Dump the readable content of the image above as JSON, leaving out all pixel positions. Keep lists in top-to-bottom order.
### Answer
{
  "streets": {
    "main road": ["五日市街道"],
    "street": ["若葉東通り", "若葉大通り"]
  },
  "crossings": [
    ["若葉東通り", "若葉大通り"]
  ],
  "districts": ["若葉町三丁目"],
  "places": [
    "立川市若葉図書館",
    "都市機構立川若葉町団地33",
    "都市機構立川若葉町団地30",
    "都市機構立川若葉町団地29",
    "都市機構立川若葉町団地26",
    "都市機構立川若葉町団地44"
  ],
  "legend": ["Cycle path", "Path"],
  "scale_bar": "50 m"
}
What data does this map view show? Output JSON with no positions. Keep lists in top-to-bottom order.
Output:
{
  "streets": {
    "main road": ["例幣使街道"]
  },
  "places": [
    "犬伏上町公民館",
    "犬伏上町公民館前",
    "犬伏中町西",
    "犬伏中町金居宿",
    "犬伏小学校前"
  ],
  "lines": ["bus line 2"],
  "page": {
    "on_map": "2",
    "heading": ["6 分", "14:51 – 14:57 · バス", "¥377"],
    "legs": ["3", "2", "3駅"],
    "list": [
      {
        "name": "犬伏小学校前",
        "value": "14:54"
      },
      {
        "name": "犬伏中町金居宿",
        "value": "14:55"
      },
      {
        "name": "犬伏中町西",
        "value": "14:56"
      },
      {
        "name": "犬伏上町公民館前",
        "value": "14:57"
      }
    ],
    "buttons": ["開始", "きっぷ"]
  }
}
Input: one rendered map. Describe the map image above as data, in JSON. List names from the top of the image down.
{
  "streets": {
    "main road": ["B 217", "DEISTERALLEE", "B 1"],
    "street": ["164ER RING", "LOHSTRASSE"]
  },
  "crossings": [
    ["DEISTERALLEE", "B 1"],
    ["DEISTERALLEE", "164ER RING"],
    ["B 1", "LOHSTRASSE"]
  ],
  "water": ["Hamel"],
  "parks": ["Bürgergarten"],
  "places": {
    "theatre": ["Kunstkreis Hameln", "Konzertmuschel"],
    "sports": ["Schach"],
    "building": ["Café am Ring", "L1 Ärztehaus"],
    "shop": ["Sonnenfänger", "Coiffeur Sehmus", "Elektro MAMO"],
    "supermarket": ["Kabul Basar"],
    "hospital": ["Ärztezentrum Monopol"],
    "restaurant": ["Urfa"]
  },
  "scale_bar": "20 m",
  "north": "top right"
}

__Exercise brief__.
In the entries above, find each line containing the string "order" and copy it.

__Response to this exercise__.
Dump the readable content of the image above as JSON, leaving out all pixel positions. Keep lists in top-to-bottom order.
What data does this map view show? Output JSON with no positions. Keep lists in top-to-bottom order.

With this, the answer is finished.